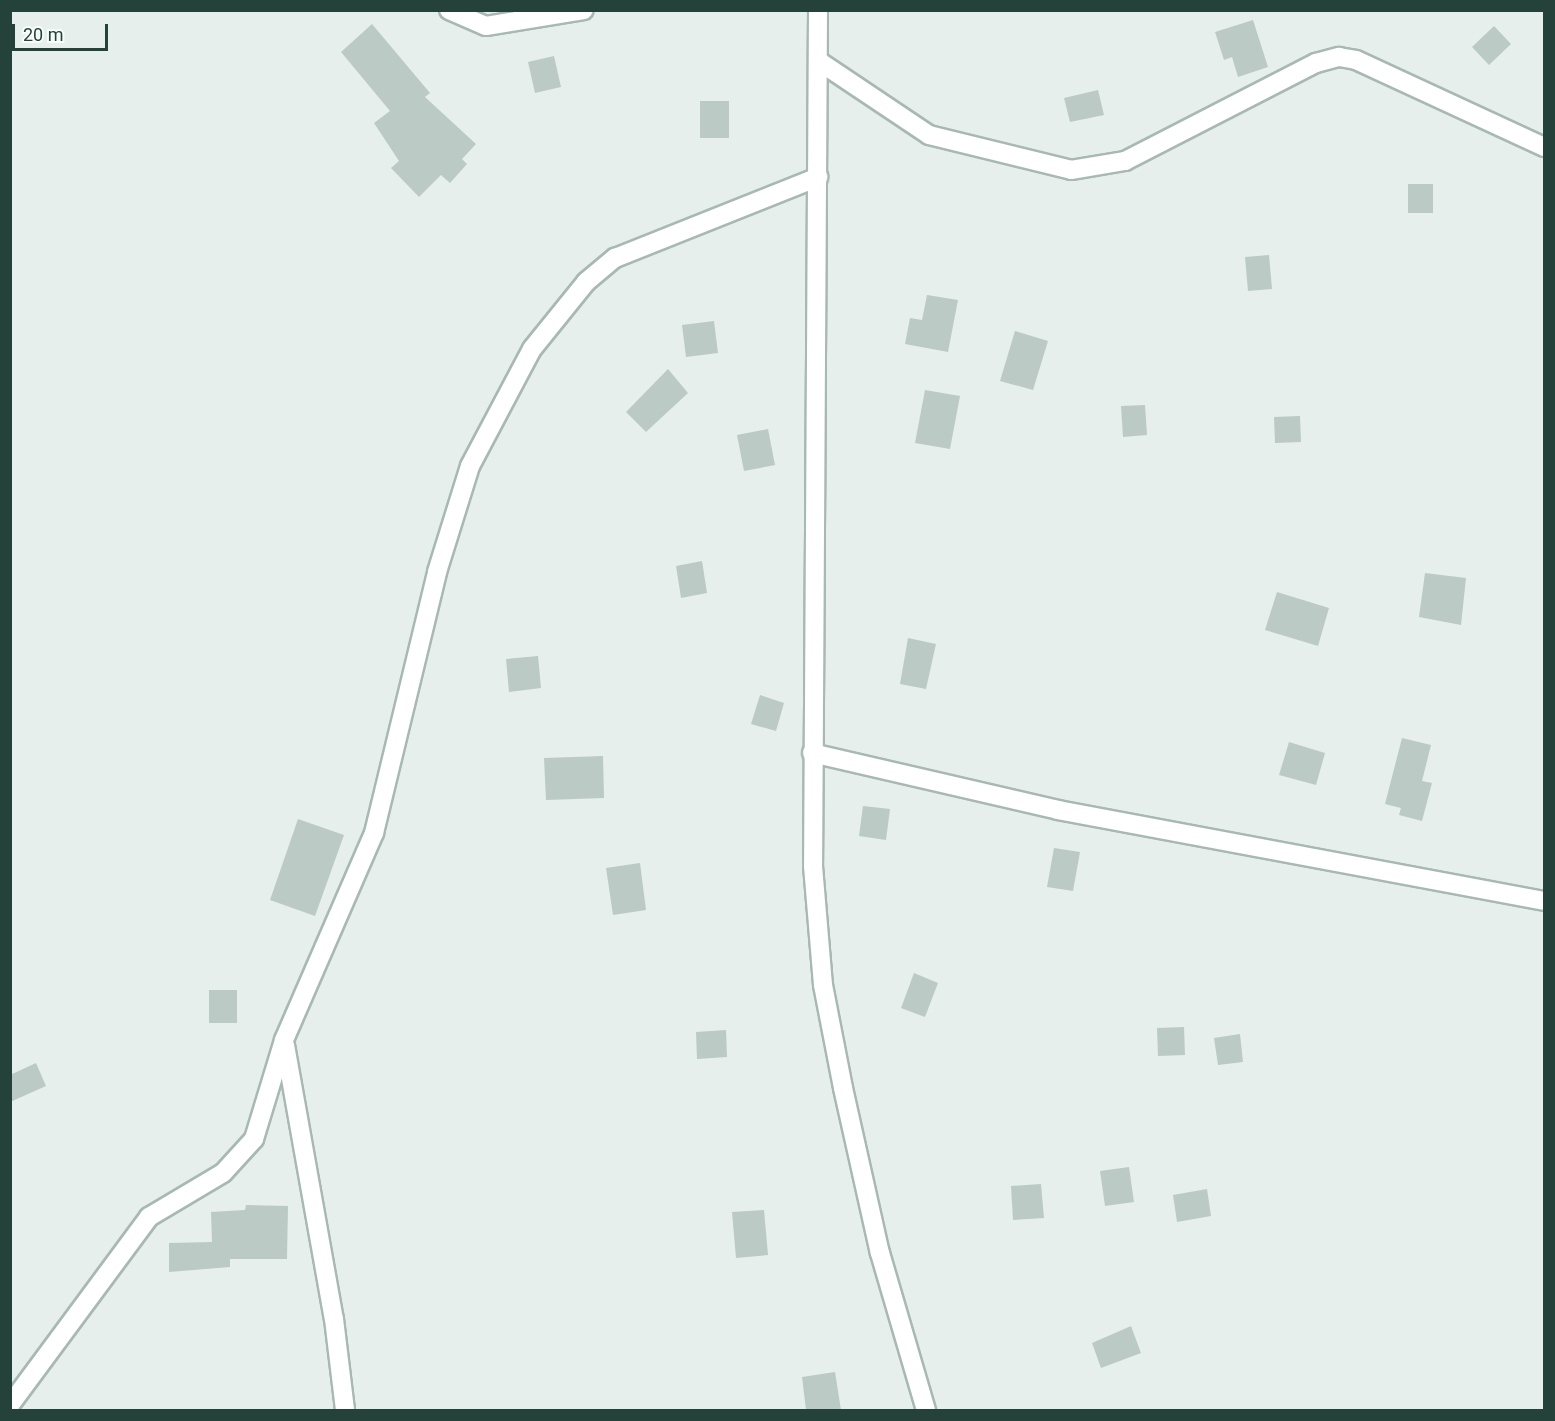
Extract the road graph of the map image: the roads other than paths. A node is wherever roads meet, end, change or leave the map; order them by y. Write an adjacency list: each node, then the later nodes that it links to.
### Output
1 (449, 10): 2 (street)
2 (584, 10)
3 (818, 10): 4 (street)
4 (820, 62): 5 (street); 6 (street)
5 (1545, 147)
6 (819, 177): 7 (street); 9 (street)
7 (812, 753): 8 (street); 12 (street)
8 (1545, 901)
9 (284, 1040): 10 (street); 11 (street)
10 (10, 1406)
11 (345, 1410)
12 (926, 1410)

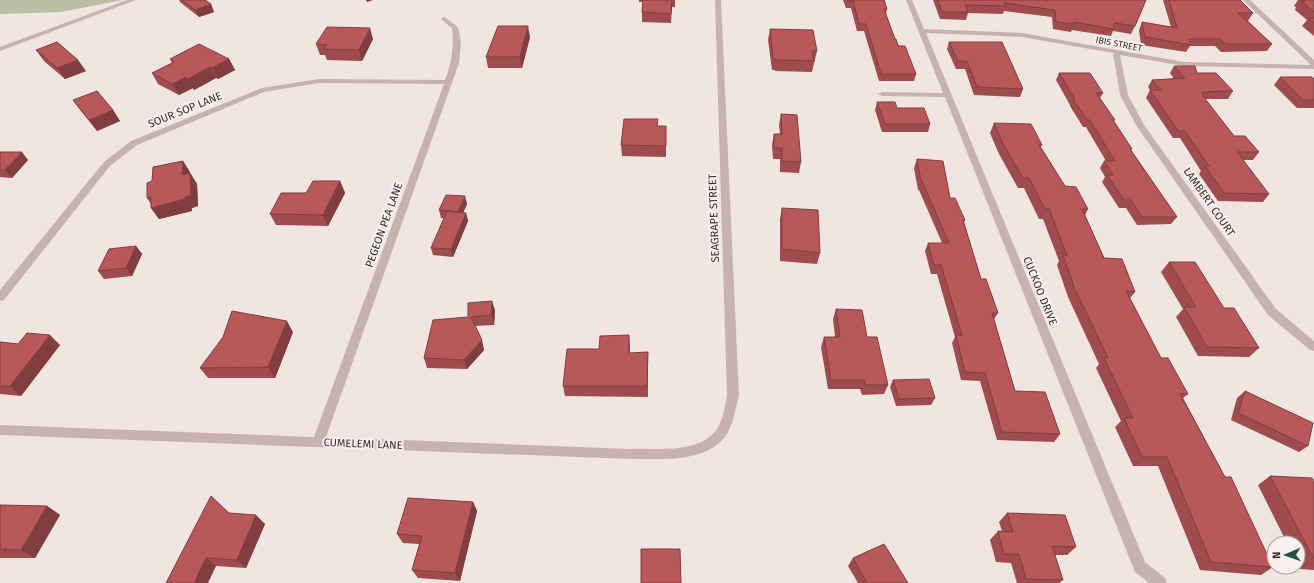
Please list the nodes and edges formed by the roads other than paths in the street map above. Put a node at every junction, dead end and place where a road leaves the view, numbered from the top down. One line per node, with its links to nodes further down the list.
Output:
1 (133, 0): 7 (street)
2 (718, 0): 16 (street, SEAGRAPE STREET)
3 (909, 0): 6 (street, CUCKOO DRIVE)
4 (1246, 0): 9 (street)
5 (444, 19): 10 (street, PEGEON PEA LANE)
6 (921, 31): 8 (street, IBIS STREET); 12 (street, CUCKOO DRIVE)
7 (0, 49)
8 (1116, 52): 9 (street, IBIS STREET); 14 (street, LAMBERT COURT)
9 (1314, 65)
10 (448, 82): 13 (street, SOUR SOP LANE); 17 (street, PEGEON PEA LANE)
11 (882, 94): 12 (street)
12 (947, 95): 18 (street, CUCKOO DRIVE)
13 (0, 297)
14 (1314, 347)
15 (0, 430): 17 (street, CUMELEMI LANE)
16 (721, 433): 17 (street, CUMELEMI LANE)
17 (318, 442)
18 (1160, 583)

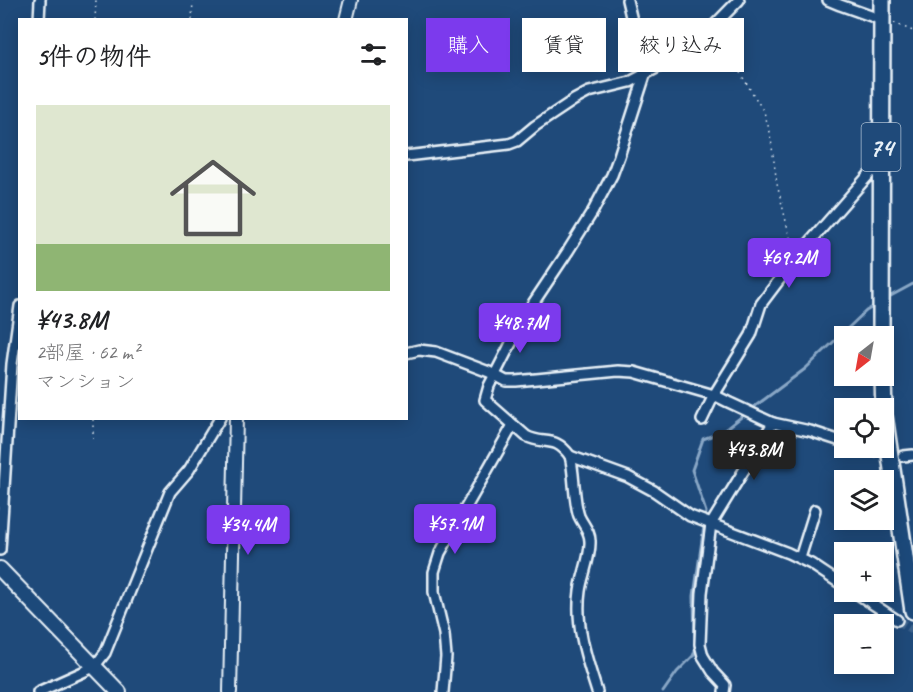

-------------------------

THE TASK
The response is to be a bare number: the tally of lines in the listing above with the word "road".

WRITTEN SOLUTION
2